By investigating how new-generation obesity drugs affect food intake in relation to nausea, researchers have identified specific neurons in the brain that regulate eating habits without causing unpleasant side effects in animal studies.
The latest research on cutting-edge obesity medications may focus on the connection between feeling full after a meal and how the brain processes feelings of sickness. Researchers from the Monell Chemical Senses Center have isolated a group of brain neurons that manage food intake without inducing nausea in a model using these medications.
The findings, detailed in a current publication in the journal Nature, outline the distinct neural pathways that control different aspects of the same medication. These drugs, categorized as long-acting glucagon-like peptide-1 receptor (GLP1R) agonists, trigger neurochemical reactions through receptors in the body.
One particularly effective GLP1-based medication, known as semaglutide and commercially available as Ozempic® and Wegovy®, has shown significant success in weight loss trials. With the World Health Organization reporting that 1 in 8 individuals worldwide grappled with obesity in 2022, the development of such drugs becomes increasingly crucial.
Dr. Amber L. Alhadeff, a senior researcher at Monell Chemical Senses Center, explained, “One challenge in using drugs to combat obesity lies in the side effects like nausea and vomiting. We needed to understand if these adverse effects were connected to or necessary for the weight-loss benefits.”

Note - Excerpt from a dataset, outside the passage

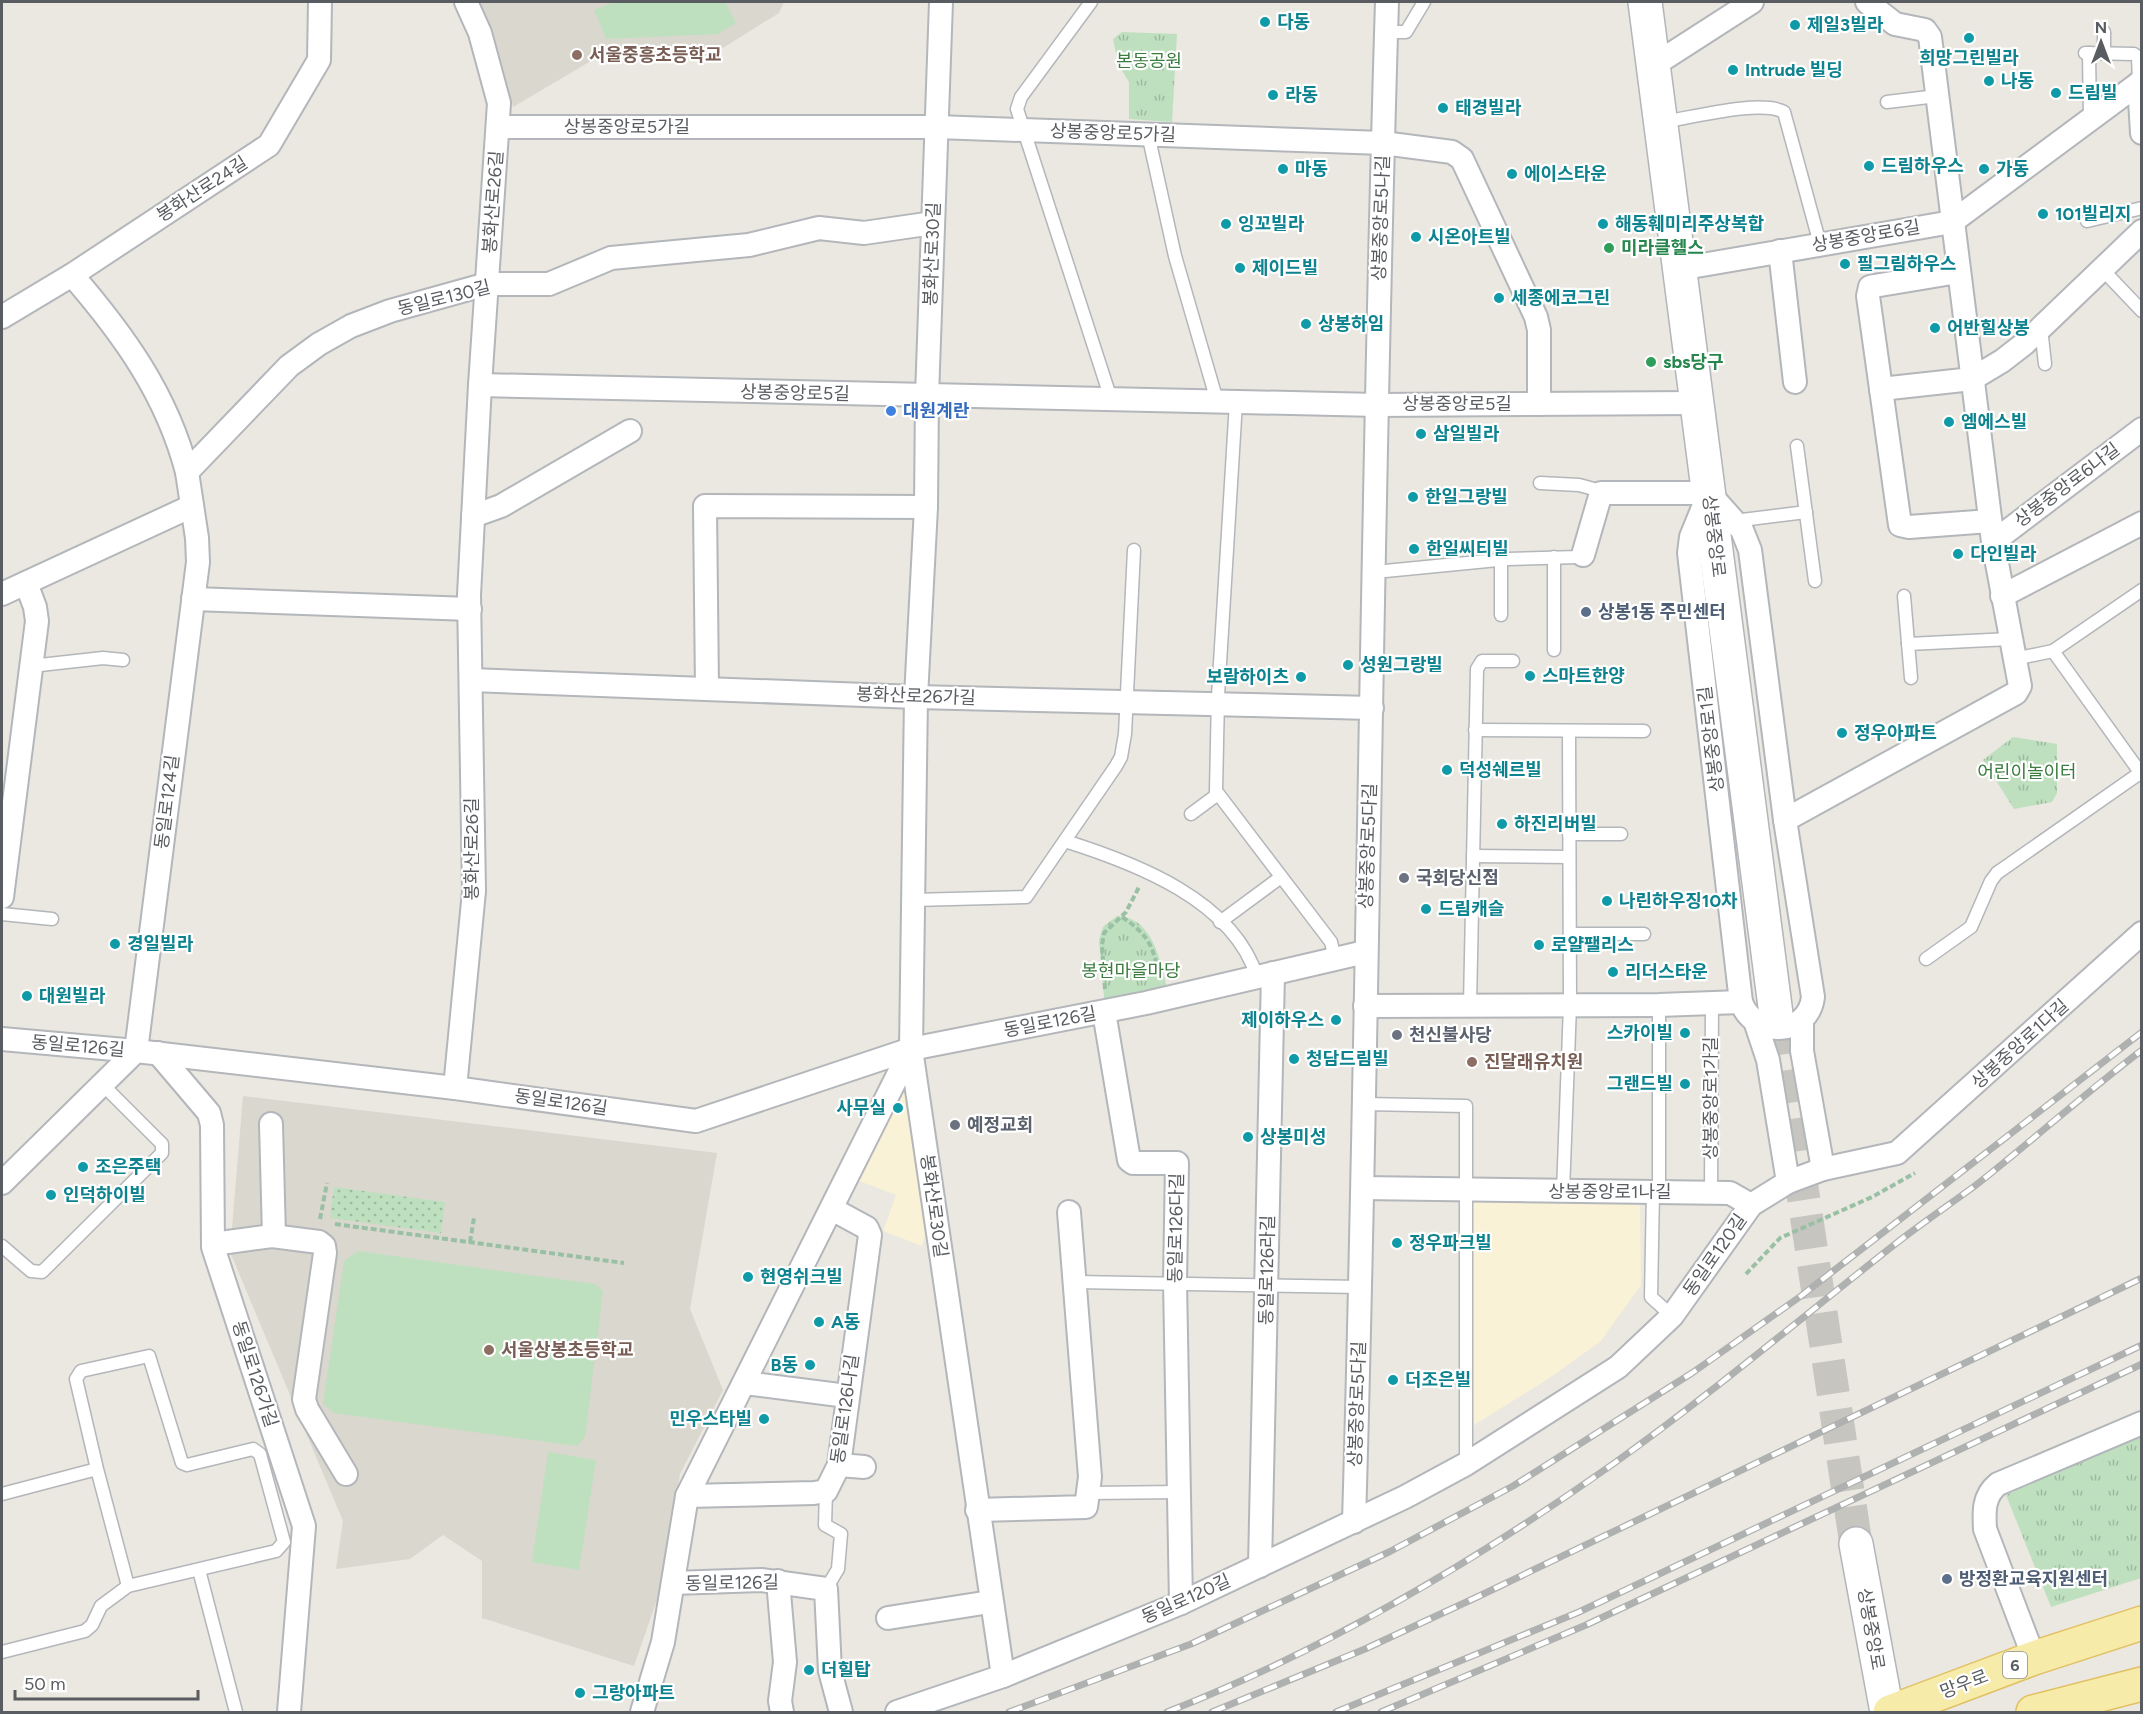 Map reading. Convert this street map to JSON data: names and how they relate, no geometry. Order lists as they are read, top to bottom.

To address this question, the Monell team delved into the brain circuits that link satiety from eating with the aversion to food caused by nausea. The study revealed that hindbrain neurons are responsible for both responses to these obesity medications and surprisingly found that the neurons associated with feeling full differ from those linked to feeling sick.
Using advanced imaging techniques in live mice, the researchers observed that most hindbrain GLP1R neurons reacted specifically to either nourishing or unpleasant stimuli, but not both. Furthermore, the study disclosed that GLP1R neurons in the area postrema region were more responsive to negative stimuli, while those in the nucleus tractus solitarius area leaned towards positive stimuli.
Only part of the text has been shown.